Attention probability vs projection of the head output along $W_{U}$[IO] or $W_{U}$[S] respectively. 




In [75]:
def scatter_embedding_vs_attn(
    attn_from_end_to_io: torch.FloatTensor,
    attn_from_end_to_s: torch.FloatTensor,
    projection_in_io_dir: torch.FloatTensor,
    projection_in_s_dir: torch.FloatTensor,
    layer: int,
    head: int
):
    x = torch.concat([attn_from_end_to_io, attn_from_end_to_s], dim=0).cpu()
    y = torch.concat([projection_in_io_dir, projection_in_s_dir], dim=0).cpu()
    # color=["IO"] * N + ["S"] * N,
    color = ["IO"] * len(attn_from_end_to_io) + ["S"] * len(attn_from_end_to_s)


    fig = px.scatter(
        x=x,
        y=y,
        color=color,
        title=f"Projection of the output of {layer}.{head} along the name<br>embedding vs attention probability on name",
        labels={"x": "Attn prob on name", "y": "Dot w Name Embed", "color": "Name type"},
        color_discrete_sequence=["#72FF64", "#C9A5F7"],
        width=650
    )

    fig.show()

def calculate_and_show_scatter_embedding_vs_attn(
    layer: int,
    head: int,
    cache: ActivationCache = ioi_cache,
    dataset: IOIDataset = ioi_dataset,
) -> None:
    '''
    Creates and plots a figure equivalent to 3(c) in the paper.

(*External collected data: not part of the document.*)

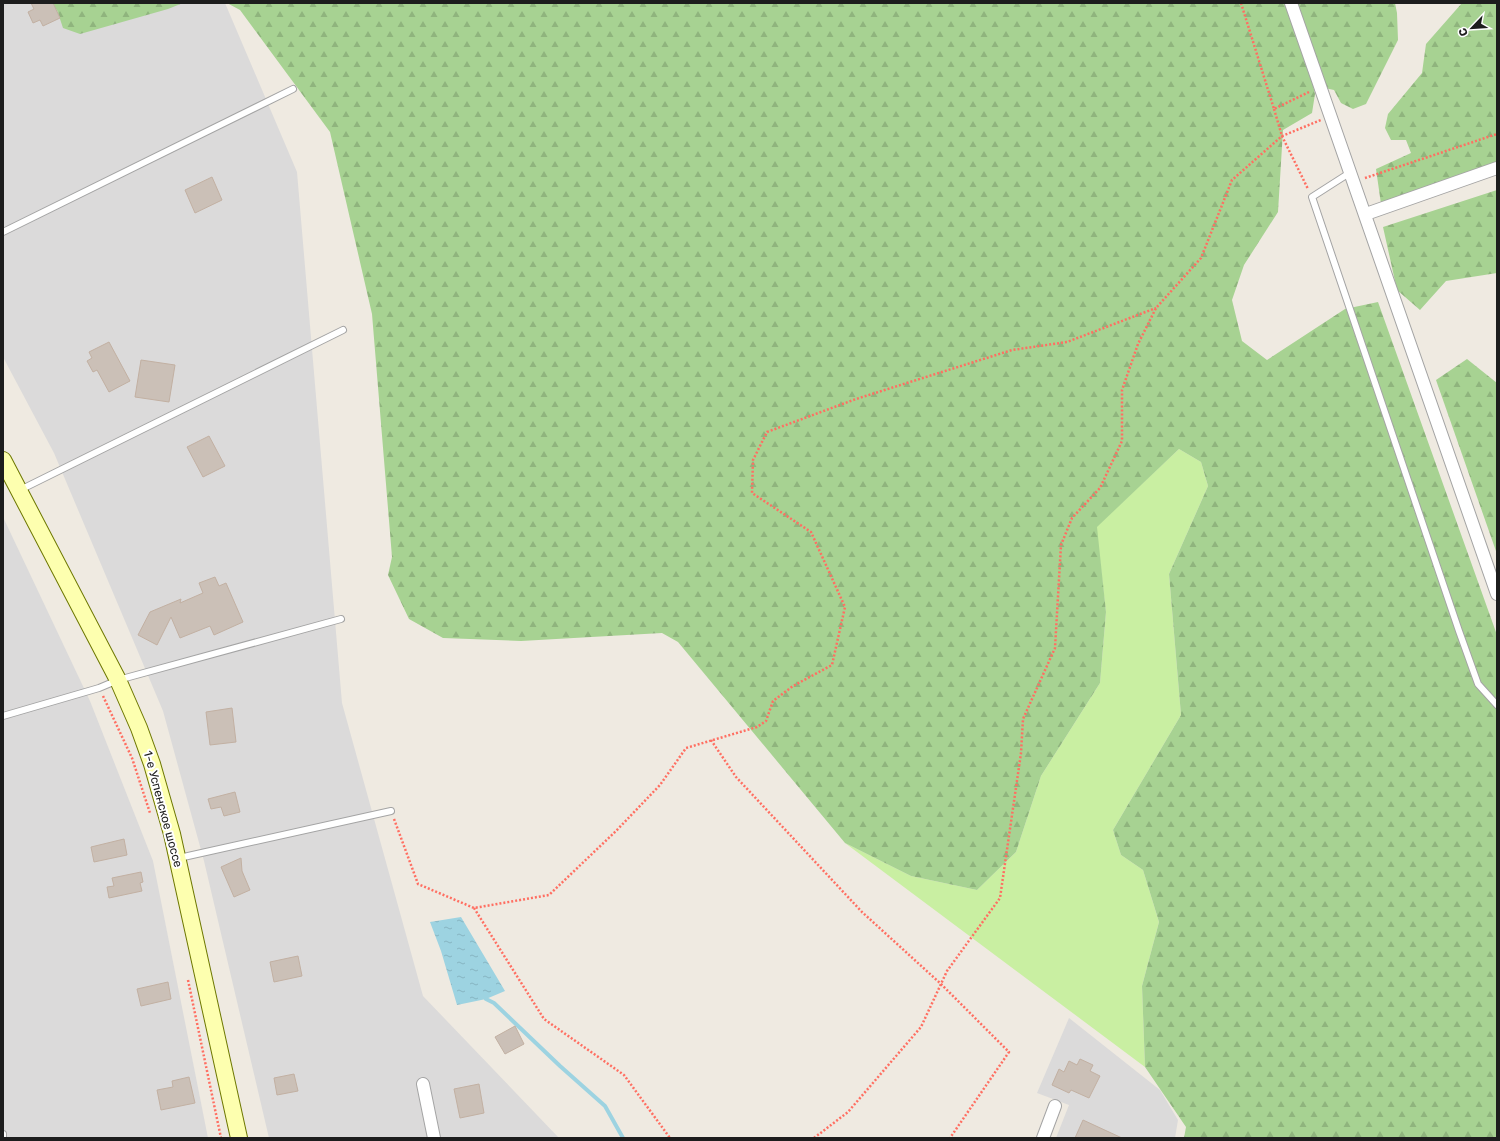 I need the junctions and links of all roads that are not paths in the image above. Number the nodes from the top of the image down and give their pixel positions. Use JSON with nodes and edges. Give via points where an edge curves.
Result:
{"nodes":[{"id":1,"x":1291,"y":3,"type":"edge"},
{"id":2,"x":293,"y":89,"type":"dead end"},
{"id":3,"x":1497,"y":168,"type":"edge"},
{"id":4,"x":1353,"y":177,"type":"junction"},
{"id":5,"x":1366,"y":214,"type":"junction"},
{"id":6,"x":3,"y":232,"type":"edge"},
{"id":7,"x":342,"y":330,"type":"dead end"},
{"id":8,"x":3,"y":460,"type":"edge"},
{"id":9,"x":18,"y":491,"type":"junction"},
{"id":10,"x":1497,"y":594,"type":"edge"},
{"id":11,"x":341,"y":619,"type":"dead end"},
{"id":12,"x":118,"y":680,"type":"junction"},
{"id":13,"x":1497,"y":705,"type":"edge"},
{"id":14,"x":3,"y":716,"type":"edge"},
{"id":15,"x":391,"y":811,"type":"road end"},
{"id":16,"x":177,"y":859,"type":"junction"},
{"id":17,"x":423,"y":1084,"type":"dead end"},
{"id":18,"x":1055,"y":1106,"type":"dead end"},
{"id":19,"x":3,"y":1134,"type":"edge"},
{"id":20,"x":3,"y":1138,"type":"edge"},
{"id":21,"x":239,"y":1138,"type":"edge"},
{"id":22,"x":434,"y":1138,"type":"edge"},
{"id":23,"x":1043,"y":1138,"type":"edge"}],
"edges":[{"from":1,"to":4,"type":"street"},
{"from":2,"to":6,"type":"lane"},
{"from":3,"to":5,"type":"street"},
{"from":4,"to":5,"type":"street"},
{"from":4,"to":13,"type":"lane","via":[[1312,197],[1478,684]]},
{"from":5,"to":10,"type":"street"},
{"from":7,"to":9,"type":"lane"},
{"from":8,"to":9,"type":"main road","name":"1-е Успенское шоссе"},
{"from":9,"to":12,"type":"main road","name":"1-е Успенское шоссе"},
{"from":11,"to":12,"type":"lane"},
{"from":12,"to":14,"type":"lane"},
{"from":12,"to":16,"type":"main road","name":"1-е Успенское шоссе","via":[[152,764]]},
{"from":15,"to":16,"type":"lane"},
{"from":16,"to":21,"type":"main road","name":"1-е Успенское шоссе"},
{"from":17,"to":22,"type":"street"},
{"from":18,"to":23,"type":"street"},
{"from":19,"to":20,"type":"lane"}]} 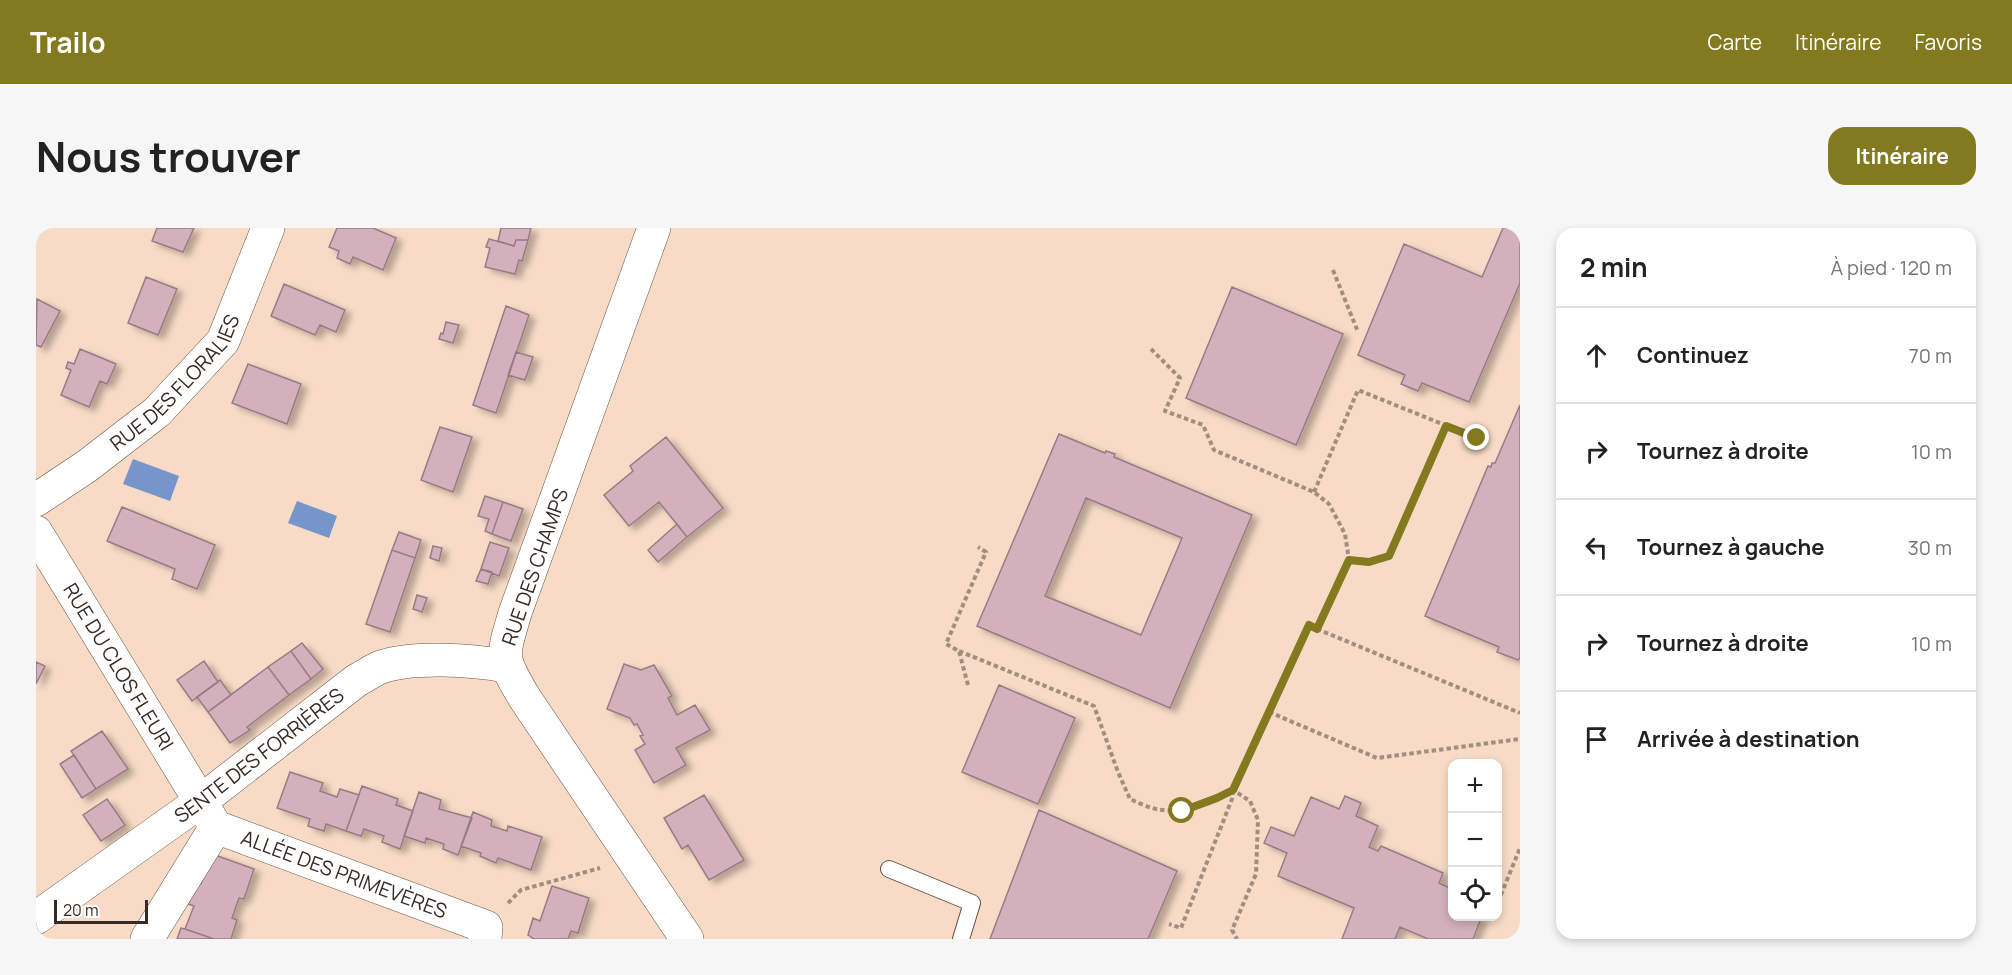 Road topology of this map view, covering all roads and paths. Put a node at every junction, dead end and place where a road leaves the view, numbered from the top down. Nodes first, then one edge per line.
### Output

    This should involve computing the four 1D tensors:
        attn_from_end_to_io
        attn_from_end_to_s
        projection_in_io_dir
        projection_in_s_dir
    and then calling the scatter_embedding_vs_attn function.
    '''
    # SOLUTION
    # Get the value written to the residual stream at the end token by this head
    z: Float[Tensor, "batch seq d_head"] = cache[utils.get_act_name("z", layer)][:, :, head]
    N = z.size(0)
    output: Float[Tensor, "batch seq d_model"] = z @ model.W_O[layer, head]
    output_on_end_token: Float[Tensor, "batch d_model"] = output[torch.arange(N), dataset.word_idx["end"]]

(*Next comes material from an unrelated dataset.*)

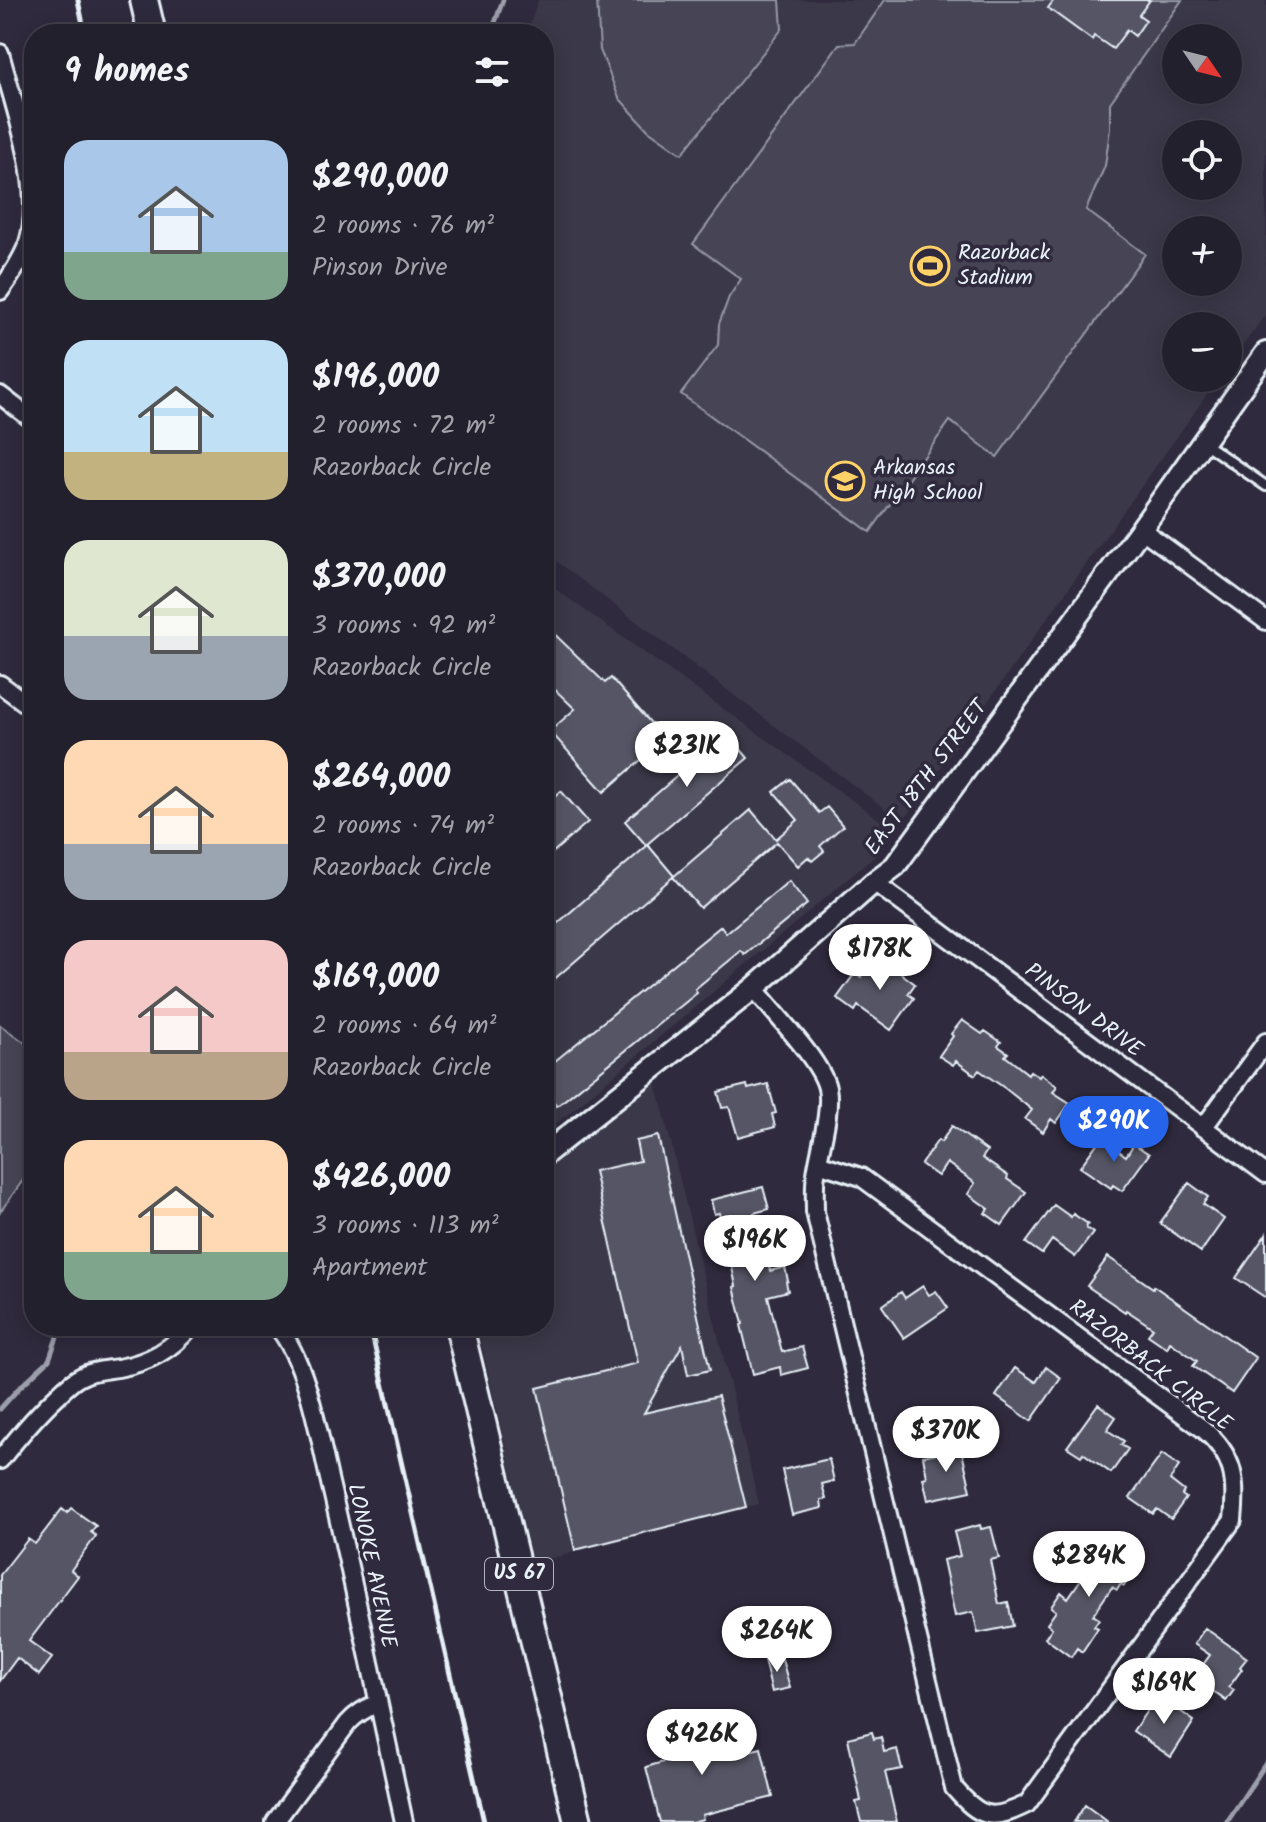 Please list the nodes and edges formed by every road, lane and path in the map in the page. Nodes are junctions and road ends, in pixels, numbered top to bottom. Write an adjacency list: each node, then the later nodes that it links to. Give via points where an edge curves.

    # Get the directions we'll be projecting onto
    io_unembedding: Float[Tensor, "batch d_model"] = model.W_U.T[dataset.io_tokenIDs]
    s_unembedding: Float[Tensor, "batch d_model"] = model.W_U.T[dataset.s_tokenIDs]

    # Get the value of projections, by multiplying and summing over the d_model dimension
    projection_in_io_dir: Float[Tensor, "batch"] = (output_on_end_token * io_unembedding).sum(-1)
    projection_in_s_dir: Float[Tensor, "batch"] = (output_on_end_token * s_unembedding).sum(-1)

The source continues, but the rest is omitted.